I regard that observation as supportive of the approach taken by Mr Moncrieff in attaching weight to the ice sensor forecasts as well as to the general synopsis.

[41] Even if I had held that there was a breach of duty by the defenders in relation to the decision not to instruct pre-treatment of Priority 1 routes, I would not have held that the pursuer has proved that such a breach caused the deceased's accident. Having regard to (i) the evidence, summarised above, regarding the passage of bands of rain across the area in which the accident happened; and (ii) the data from the Ackergill sensor indicating that the presence of salt on the road surface there diminished to zero in a relatively short space of time prior to 11pm, I consider that, on balance of probabilities, any salt spread on the A99 at the locus of the accident in the course of the afternoon or evening of 8 December would similarly have been washed off by rain by about the same time, and would not therefore have been present in the early hours of 9 December to prevent ice patches forming on the road surface. I note that Mr Hopwood suggested that allowance could be made for rain by spreading a greater amount of salt. I do not consider that there is evidence in the present case which would entitle me to hold, on balance of probabilities, that it would have been possible to achieve such a result with a pre-treatment on 8 December. For this reason too I consider that the pursuer's contention that the deceased's death was caused by the defenders' failure to pre-treat roads including the A99 at Freswick during the afternoon or evening of 8 December must be rejected.
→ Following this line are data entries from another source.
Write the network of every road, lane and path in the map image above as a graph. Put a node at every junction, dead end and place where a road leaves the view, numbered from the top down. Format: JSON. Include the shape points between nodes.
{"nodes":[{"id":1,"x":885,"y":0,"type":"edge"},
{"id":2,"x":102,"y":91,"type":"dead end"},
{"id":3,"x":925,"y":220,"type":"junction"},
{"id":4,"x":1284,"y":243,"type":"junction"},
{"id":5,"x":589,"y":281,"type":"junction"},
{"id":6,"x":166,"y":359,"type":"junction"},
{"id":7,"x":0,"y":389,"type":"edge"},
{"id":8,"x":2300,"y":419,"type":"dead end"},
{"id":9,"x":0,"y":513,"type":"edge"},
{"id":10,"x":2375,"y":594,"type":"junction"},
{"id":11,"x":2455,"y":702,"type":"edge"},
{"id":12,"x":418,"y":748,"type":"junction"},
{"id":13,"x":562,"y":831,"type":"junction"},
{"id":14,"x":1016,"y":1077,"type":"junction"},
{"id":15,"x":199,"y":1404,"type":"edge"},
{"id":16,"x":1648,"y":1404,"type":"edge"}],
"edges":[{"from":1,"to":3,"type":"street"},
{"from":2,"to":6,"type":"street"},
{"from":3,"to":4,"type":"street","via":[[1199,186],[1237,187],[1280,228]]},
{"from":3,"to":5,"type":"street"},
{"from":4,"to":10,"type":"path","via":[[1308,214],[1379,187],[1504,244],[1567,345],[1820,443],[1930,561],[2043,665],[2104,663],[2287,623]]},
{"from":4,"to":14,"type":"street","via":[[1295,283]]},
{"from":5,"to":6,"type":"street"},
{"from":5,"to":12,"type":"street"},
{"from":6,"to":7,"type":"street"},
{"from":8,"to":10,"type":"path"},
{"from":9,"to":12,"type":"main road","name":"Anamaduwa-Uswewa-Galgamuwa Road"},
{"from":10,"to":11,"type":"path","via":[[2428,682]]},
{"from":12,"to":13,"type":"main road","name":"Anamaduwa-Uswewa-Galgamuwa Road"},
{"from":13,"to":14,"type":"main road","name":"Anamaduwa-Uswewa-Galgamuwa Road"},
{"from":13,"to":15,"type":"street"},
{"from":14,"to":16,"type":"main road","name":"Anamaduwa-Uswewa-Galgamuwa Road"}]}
Overnight monitoring and treatment
[42] It is convenient to address the pursuer's grounds (ii) and (iii) together. I agree with Mr Moncrieff's observation that there would be little point in carrying out patrols or logging into a sensor website to check for signs of the presence of ice if nothing could in any event be done about it until 6am, being the earliest time at which gritting operations could commence. The real issue, as it appears to me, is whether the defenders were in breach of their duty to exercise reasonable care by failing to treat the road surface at the locus of the accident during the night after the time when the Ackergill sensor reported conditions (wet road and surface temperature below zero) which rendered it likely that ice would form. As counsel for the pursuer acknowledged, this was in effect an attack on the defenders' policy of carrying out no treatment of any roads between 9pm and 6am on weekday nights. Before examining the law which may be applicable to this issue, it is convenient to summarise the evidence regarding the defenders' policy and the opinions of the experts with regard to it.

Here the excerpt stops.